Discussion: Given the epidemiological situation and economic and social burdens, the possibility of modulating the reward system neurocircuitry trough the vagus nerve with an easy-to-use, low-cost, safe and potential at-home use could represent a breakthrough in treating obesity. The investigators hypothesized that food craving in obese individuals would decrease at least 50%, as well as their intake of high fat, high sugar and processed food, commonly described as palatable foods. Beyond that, the investigators expect that these individuals would improve anxiety symptoms.
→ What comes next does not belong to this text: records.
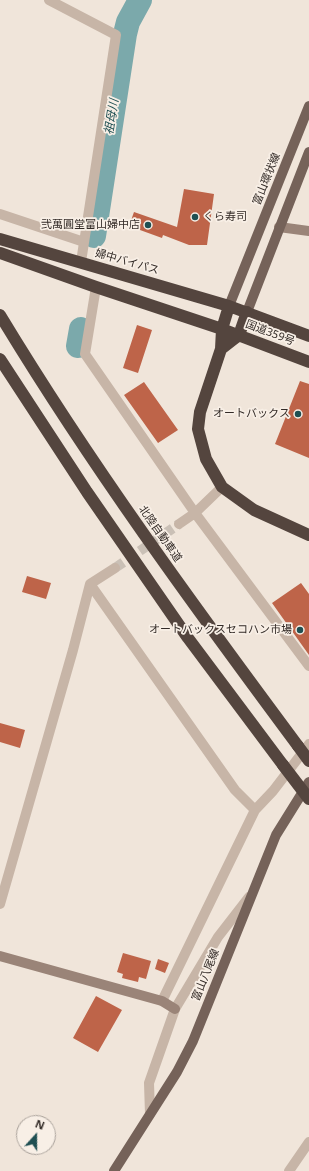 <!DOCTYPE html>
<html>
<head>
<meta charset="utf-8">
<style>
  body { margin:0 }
  #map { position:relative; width:309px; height:1171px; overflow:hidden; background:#f0e5da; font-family:"Noto Sans",sans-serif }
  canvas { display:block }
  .north { position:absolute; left:16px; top:1115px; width:40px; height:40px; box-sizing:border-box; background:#f8efe6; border:1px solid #a9a19a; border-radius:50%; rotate:21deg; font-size:11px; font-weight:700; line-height:16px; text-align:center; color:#332b27 }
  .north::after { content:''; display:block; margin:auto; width:14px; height:18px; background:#1f4f52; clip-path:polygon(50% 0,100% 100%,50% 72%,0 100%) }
</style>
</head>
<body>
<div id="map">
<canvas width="309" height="1171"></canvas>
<div class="north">N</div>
</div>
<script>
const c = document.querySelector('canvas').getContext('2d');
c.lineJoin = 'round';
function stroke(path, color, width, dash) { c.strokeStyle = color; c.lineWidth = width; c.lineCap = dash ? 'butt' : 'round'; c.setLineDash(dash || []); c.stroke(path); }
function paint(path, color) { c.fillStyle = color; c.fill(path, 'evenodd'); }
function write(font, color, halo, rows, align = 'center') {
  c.font = font + ' "Noto Sans","Noto Sans JP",sans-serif'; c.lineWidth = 3.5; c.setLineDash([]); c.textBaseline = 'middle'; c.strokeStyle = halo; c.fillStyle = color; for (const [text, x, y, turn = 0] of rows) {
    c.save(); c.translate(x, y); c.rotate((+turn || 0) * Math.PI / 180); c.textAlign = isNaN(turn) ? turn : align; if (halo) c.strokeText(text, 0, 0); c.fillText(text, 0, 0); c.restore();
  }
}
stroke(new Path2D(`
  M94,236L125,34L128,22L140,0
  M78,346L81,329`), '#7ba9ab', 24);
paint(new Path2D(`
  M184,189L214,194L207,245H189L163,235L162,238L129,226L134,212L177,227Z
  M137,325L152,330L138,373L123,368Z
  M300,381L309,384V458L275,444Z
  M144,382L178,430L158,443L124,395Z
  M27,576L51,583L46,599L22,592Z
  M301,583L309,594V655L272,603Z
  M0,723L25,730L20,748L0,742Z
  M123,953L151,961L146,979L139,977L138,982L122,978L123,974L117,972Z
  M158,959L169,963L165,973L155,969Z
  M96,996L122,1010L98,1052L73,1038Z`), '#be6449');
stroke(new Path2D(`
  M115,568L179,524`), '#cac0b6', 10, [10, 5]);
stroke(new Path2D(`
  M49,0L116,35L81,262
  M0,214L84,242
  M96,287L85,354L195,513L309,666
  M179,524L195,513L222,487
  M90,584L235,790L255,810L273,791L309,744
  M0,904L73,650L90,584L115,568
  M162,1001L255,810
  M150,1114L149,1083L175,1009L218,937L249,897
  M289,1171L309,1142`), '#c7b5a7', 10);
stroke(new Path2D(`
  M279,227L309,231
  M0,956L162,1001L175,1009`), '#9a8478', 10);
stroke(new Path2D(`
  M229,306L309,106
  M247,312L309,152
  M114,1171L177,1072L193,1041L276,835L309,782`), '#756259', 10);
stroke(new Path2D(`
  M0,239L229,306L309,336
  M0,253L96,287L222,329L309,362
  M229,306L222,329L221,349L200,412L198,429L206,459L222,487L254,510L309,535
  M0,315C90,464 194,606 298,746
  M221,349L239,335L247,312
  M0,359L87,492L188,638L283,765`), '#54453e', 12);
stroke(new Path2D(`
  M298,746L309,761
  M283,765L309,799`), '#54453e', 12);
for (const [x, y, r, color] of [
  [195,217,4,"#1f4f52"],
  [148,225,4,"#1f4f52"],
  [298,414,4,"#1f4f52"],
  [300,630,4,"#1f4f52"]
]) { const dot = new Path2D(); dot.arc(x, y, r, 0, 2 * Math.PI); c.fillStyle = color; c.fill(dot); stroke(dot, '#f8efe6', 1.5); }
write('11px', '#332b27', '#f8efe6', [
  ["富山環状線",267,179,-68],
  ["婦中バイパス",127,262,16],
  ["国道359号",270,333,21],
  ["北陸自動車道",160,534,55],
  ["富山八尾線",206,975,-68]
]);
write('11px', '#332b27', '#f8efe6', [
  ["くら寿司",203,217,"left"],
  ["弐萬圓堂富山婦中店",140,225],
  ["オートバックス",290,414],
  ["オートバックスセコハン市場",292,630]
], 'right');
write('italic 12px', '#1f4f52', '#f8efe6', [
  ["祖母川",112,117,-81]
]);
</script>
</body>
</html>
Recruitment information / eligibility

• Status: Not yet recruiting
• Enrollment: 54
• Est. completion date: October 2019
• Est. primary completion date: October 2018
• Accepts healthy volunteers: Accepts Healthy Volunteers
• Gender: All
• Age group: 18 Years to 65 Years

Eligibility

Inclusion Criteria:

• Body mass index (BMI)>29

• Age between 18 and 55 years old

• Food Craving Questionnaire-State and Trait (FCQ-S and FCQ-T)>108

• Agreement to participate and sign the informed consent term before any procedure is conducted.

Exclusion Criteria:

• History of head injury or epilepsy

• Body metallic implants and pacemaker

• Current use or in the previous six months of psychotropic or anorexigenic medications, recreational drugs and/or participation in weight-loss programs

• Pregnancy or breastfeeding

• Indication of hospitalization

• Substance dependence

• Psychiatric disorder, except for anxiety disorders

• Personality disorders

• Suicidal ideation

• Non-controlled clinical comorbidities.

Related Conditions & MeSH terms

• Craving
• Obesity

Intervention

Device:
• Active-taVNS
Stimulation will be performed using the Neurodyn II (Ibramed) equipment approved by the national regulatory agency (ANVISA). The following parameters will be used: 120 Hz (hertz) of frequency, 250 µs of pulse duration and 12 milliamperes of intensity for a continuous stimulation for 30 minutes. This intensity corresponds to a non-painful mild paresthesia without muscle contraction previously described and evaluated. The 25 cm² (centimeters) electrodes will be positioned over the retroauricular area. A total of 10 sessions (one session per day during 10 week-days) will be performed. Every session will be followed by an interview with a trained psychiatrist to evaluate possible adverse effects and guarantee safety issues regarding the study itself.
• Sham-taVNS
Regarding sham protocol, the device will be turned off after 60 seconds of stimulation without the knowledge of the patient. After this initial period, the referred paresthesia seems to diminish due to nerve accommodation.

Locations

Country	Name	City	State
Brazil	Federal University of São Paulo	São Paulo

Sponsors (1)

Lead Sponsor	Collaborator
Federal University of São Paulo

Country where clinical trial is conducted

Brazil, 

Outcome

Type	Measure	Description	Time frame	Safety issue
Primary	Reduction of 40% of food craving symptoms	Changes in food craving will be evaluated by the Brazilian version of the FCQ-S and FCQ-T. A comparison between sham and active groups will be performed in three occasions.	Baseline, at the end of the stimulation protocol (10 days after) and 30 days after the last day of stimulation.
Secondary	Decrease of 10% of BMI and hip/waist ratio		Baseline, at the end of the stimulation protocol (10 days after) and 30 days after the last day of stimulation.
Secondary	Improve metabolic profile.		Baseline, at the end of the stimulation protocol (10 days after) and 30 days after the last day of stimulation.
Secondary	Improve anxiety symptoms evaluated by the Inventory for Depressive Symptoms (Self-Report version).		Baseline, at the end of the stimulation protocol (10 days after) and 30 days after the last day of stimulation.